## Record set
|---|

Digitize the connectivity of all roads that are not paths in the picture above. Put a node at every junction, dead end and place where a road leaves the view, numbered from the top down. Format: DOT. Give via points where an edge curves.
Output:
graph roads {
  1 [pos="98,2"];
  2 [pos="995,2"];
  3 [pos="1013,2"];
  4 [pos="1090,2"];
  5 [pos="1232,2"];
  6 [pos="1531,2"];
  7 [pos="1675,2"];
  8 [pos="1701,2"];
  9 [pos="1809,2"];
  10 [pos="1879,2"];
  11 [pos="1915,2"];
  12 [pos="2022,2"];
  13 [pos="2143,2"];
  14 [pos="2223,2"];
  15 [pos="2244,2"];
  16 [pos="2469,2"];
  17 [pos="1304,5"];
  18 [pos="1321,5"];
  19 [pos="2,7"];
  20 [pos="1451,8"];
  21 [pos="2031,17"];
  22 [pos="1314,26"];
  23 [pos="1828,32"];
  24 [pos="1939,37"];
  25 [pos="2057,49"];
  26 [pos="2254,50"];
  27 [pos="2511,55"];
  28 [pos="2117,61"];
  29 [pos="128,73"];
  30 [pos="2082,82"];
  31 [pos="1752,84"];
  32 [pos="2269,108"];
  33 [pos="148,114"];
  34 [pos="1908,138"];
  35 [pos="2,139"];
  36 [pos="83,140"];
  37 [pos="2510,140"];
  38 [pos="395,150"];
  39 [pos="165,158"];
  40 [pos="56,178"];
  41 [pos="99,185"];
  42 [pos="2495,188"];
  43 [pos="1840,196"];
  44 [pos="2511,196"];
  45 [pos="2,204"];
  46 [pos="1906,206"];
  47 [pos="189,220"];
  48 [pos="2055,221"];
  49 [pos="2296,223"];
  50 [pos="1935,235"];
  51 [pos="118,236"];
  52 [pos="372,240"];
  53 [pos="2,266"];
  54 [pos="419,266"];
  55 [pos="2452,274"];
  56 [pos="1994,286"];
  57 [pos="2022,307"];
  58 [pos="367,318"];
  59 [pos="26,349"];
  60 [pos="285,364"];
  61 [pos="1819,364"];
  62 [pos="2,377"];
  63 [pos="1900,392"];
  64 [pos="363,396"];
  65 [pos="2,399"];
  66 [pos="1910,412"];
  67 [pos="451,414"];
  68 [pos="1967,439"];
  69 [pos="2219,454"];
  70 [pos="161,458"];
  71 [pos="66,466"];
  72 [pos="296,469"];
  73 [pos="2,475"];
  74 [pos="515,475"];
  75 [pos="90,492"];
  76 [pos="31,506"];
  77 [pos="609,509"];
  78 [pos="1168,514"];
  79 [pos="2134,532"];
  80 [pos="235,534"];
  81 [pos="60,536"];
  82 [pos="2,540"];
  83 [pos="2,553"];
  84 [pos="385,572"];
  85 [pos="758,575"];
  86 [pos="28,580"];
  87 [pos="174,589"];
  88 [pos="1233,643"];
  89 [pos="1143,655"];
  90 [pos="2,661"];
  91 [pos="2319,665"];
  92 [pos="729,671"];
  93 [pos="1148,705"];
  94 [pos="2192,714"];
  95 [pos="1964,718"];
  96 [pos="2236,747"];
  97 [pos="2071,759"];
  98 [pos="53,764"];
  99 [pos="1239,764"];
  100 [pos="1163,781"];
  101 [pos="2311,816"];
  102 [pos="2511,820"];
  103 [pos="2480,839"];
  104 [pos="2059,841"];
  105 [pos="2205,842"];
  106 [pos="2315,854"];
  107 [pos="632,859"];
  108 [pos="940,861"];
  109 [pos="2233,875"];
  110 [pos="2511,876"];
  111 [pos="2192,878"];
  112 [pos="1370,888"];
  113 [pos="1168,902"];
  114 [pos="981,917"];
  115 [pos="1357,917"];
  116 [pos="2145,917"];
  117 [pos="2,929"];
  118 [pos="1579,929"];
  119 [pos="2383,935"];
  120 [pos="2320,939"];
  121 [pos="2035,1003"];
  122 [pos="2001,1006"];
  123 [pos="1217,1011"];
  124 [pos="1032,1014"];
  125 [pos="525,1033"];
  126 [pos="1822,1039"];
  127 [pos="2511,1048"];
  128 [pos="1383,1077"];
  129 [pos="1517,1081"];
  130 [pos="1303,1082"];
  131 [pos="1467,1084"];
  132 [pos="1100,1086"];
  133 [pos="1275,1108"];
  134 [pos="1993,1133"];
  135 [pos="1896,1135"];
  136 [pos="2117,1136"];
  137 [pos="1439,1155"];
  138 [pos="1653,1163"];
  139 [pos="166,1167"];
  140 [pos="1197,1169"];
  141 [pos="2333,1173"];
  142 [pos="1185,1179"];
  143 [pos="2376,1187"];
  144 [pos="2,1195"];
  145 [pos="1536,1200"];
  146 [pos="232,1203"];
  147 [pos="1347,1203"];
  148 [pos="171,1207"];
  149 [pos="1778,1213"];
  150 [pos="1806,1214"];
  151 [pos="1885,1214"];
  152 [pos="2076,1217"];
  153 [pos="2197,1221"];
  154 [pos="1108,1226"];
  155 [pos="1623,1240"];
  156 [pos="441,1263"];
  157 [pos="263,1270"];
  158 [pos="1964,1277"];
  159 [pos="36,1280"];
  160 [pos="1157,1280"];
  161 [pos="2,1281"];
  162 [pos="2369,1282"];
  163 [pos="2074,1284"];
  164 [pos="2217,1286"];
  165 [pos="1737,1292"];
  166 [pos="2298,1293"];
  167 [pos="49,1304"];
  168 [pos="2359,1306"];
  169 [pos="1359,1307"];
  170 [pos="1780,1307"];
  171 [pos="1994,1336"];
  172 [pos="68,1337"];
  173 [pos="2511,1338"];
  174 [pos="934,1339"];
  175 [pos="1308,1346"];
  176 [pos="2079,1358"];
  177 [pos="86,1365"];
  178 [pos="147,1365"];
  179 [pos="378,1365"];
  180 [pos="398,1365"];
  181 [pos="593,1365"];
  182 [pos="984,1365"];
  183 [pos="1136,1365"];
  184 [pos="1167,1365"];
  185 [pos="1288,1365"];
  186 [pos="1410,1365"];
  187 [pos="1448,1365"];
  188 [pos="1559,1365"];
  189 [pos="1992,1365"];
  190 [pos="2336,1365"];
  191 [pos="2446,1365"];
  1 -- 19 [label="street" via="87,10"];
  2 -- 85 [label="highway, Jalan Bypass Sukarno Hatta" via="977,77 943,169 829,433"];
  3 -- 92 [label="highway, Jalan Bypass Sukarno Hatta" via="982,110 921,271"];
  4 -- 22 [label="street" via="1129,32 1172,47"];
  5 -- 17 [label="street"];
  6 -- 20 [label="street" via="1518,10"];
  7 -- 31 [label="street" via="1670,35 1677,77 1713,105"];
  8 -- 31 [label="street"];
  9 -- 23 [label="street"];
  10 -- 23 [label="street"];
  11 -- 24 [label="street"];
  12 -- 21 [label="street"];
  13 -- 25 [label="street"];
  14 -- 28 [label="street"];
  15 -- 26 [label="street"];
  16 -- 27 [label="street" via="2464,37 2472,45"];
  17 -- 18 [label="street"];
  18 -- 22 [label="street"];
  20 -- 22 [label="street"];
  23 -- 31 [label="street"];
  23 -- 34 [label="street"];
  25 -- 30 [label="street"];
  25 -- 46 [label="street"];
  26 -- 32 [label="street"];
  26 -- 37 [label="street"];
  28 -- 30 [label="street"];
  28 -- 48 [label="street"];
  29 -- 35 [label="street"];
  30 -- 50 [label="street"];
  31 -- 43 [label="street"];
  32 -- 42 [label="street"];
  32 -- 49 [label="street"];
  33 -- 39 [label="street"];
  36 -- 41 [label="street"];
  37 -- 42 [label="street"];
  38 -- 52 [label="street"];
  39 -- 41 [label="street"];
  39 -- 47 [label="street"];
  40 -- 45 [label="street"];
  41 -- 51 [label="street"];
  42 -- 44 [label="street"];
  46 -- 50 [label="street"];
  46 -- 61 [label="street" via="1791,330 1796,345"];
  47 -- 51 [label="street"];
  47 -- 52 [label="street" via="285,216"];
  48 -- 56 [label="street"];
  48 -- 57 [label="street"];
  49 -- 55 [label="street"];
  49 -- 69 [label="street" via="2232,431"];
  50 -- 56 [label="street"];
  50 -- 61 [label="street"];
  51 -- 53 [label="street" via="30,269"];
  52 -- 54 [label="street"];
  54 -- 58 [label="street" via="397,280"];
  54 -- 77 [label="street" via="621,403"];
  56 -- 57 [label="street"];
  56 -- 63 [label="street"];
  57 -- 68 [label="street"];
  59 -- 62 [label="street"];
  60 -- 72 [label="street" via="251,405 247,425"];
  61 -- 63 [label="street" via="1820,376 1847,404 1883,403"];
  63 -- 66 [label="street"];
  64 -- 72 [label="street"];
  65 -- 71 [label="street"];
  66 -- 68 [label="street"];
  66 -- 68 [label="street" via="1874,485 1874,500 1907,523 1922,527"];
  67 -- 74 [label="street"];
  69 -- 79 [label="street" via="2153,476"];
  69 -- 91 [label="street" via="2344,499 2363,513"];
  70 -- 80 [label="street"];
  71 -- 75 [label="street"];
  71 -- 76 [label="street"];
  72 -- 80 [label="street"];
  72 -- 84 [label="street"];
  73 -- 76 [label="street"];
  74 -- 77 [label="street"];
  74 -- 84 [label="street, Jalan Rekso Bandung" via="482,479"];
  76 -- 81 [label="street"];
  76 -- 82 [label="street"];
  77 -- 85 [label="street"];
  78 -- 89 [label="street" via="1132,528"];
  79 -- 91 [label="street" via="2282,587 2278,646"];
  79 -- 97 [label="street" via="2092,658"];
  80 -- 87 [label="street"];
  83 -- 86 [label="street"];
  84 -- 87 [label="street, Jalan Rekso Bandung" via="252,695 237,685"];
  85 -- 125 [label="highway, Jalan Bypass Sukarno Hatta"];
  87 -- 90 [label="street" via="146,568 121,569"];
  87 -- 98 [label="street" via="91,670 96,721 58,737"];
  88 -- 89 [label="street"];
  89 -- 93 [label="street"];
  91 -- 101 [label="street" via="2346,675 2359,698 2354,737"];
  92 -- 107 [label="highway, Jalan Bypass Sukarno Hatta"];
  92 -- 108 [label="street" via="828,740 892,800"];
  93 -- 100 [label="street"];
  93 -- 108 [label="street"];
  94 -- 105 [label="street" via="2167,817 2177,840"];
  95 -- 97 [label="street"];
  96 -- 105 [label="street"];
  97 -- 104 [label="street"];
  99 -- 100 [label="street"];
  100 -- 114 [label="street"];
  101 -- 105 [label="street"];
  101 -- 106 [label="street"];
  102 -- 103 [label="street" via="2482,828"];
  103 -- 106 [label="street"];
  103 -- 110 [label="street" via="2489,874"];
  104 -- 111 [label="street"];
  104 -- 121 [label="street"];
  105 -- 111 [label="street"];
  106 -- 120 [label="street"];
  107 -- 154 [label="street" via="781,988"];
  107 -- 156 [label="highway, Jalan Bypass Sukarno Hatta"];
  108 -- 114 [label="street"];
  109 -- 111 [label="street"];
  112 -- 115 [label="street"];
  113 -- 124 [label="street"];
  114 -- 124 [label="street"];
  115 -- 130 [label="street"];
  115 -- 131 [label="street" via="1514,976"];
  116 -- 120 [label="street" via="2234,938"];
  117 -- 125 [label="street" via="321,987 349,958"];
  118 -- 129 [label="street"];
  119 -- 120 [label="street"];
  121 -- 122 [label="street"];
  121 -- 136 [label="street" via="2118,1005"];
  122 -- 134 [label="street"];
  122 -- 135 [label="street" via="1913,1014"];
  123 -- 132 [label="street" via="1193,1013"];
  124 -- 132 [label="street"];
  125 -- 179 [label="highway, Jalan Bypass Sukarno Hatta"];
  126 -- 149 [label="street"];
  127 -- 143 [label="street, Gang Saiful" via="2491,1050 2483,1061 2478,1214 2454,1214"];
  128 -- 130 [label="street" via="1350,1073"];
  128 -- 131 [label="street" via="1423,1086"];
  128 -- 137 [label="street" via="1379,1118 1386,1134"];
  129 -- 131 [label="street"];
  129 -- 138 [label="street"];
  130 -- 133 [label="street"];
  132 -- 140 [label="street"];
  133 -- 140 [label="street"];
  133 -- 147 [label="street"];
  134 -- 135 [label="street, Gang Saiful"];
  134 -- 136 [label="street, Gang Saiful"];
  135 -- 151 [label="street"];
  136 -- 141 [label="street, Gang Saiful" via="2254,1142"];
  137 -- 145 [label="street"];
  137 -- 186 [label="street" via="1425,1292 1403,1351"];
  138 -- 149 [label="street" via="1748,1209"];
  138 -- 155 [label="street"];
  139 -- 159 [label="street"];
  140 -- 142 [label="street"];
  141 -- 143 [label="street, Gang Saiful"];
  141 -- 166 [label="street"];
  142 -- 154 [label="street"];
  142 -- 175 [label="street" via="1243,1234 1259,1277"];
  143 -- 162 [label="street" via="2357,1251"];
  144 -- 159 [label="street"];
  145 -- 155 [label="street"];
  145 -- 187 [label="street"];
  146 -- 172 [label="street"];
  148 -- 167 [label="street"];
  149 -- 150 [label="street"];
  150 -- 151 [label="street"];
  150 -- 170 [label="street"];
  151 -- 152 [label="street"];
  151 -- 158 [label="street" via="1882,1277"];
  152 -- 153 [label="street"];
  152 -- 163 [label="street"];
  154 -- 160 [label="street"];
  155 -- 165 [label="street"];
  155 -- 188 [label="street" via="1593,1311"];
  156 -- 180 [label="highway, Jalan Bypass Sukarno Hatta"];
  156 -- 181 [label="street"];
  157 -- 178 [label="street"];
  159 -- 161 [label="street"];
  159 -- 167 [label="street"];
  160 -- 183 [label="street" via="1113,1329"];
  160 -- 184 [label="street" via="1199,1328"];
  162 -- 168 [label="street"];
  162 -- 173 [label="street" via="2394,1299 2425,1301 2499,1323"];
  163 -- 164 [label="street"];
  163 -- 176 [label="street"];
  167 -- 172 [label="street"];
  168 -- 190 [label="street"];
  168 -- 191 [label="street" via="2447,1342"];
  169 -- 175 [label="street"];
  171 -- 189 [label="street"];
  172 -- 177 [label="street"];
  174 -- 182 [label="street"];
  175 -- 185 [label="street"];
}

|---|

## Exercise prompt
Total lines with "Sukarno" in the records above: report that figure alone.

## Answer to this task
7